Data shown START

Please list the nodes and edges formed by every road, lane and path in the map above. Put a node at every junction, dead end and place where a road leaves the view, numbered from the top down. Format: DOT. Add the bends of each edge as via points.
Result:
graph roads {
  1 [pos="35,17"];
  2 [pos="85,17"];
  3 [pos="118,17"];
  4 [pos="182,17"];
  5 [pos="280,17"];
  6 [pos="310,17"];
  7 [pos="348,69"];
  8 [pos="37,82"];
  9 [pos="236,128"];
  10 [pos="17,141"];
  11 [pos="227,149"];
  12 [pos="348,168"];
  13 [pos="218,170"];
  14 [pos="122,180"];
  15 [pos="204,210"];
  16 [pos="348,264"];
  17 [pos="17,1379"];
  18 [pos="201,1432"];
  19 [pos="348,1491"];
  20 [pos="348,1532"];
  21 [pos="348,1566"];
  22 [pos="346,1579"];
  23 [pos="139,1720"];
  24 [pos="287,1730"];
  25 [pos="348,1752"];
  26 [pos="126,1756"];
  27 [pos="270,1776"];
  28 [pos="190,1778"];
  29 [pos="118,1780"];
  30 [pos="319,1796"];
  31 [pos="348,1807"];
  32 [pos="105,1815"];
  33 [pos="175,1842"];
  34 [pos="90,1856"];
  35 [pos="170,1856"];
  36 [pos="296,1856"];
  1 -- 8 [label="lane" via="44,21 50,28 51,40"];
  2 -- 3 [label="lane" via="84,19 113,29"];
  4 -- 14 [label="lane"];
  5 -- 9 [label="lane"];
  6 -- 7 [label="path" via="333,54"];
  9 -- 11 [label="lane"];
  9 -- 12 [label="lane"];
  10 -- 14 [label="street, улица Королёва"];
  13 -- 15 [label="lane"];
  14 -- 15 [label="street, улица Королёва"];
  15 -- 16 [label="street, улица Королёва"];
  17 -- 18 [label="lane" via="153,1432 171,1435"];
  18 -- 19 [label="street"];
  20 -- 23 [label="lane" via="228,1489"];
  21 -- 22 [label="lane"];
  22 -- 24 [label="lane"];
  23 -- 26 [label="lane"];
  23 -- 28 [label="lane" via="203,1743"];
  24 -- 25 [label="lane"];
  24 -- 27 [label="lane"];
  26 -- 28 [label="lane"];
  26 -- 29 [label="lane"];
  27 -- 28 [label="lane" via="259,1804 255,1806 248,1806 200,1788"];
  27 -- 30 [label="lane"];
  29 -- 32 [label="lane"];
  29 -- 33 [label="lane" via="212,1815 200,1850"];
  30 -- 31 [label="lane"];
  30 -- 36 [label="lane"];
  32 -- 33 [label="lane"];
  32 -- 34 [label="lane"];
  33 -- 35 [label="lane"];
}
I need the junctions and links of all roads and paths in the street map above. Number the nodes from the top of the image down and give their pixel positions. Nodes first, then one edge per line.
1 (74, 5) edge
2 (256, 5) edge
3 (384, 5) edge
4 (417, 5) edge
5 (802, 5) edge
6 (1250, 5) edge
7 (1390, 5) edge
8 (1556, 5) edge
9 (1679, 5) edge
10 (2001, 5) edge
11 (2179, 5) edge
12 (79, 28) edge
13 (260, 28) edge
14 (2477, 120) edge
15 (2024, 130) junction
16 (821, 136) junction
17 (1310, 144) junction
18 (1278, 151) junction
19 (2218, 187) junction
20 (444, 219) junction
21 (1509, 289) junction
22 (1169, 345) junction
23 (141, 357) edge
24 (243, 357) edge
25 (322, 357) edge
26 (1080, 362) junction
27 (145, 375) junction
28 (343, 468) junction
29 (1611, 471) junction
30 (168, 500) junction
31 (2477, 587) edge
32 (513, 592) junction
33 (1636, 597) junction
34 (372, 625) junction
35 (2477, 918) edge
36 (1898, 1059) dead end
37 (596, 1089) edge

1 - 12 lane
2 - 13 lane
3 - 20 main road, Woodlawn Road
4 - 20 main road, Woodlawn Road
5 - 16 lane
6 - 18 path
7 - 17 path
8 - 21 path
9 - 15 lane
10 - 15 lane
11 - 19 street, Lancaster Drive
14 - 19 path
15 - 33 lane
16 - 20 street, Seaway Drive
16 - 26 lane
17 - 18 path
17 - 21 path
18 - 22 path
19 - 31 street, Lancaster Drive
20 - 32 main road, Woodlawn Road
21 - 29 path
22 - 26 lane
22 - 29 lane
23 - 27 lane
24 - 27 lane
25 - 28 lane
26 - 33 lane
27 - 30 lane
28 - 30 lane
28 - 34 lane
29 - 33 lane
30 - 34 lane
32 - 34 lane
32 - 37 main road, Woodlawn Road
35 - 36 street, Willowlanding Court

Data shown END

- Assignment
Look through the entries for the string "main". Every line that has it belongs in the answer.

- Task response
3 - 20 main road, Woodlawn Road
4 - 20 main road, Woodlawn Road
20 - 32 main road, Woodlawn Road
32 - 37 main road, Woodlawn Road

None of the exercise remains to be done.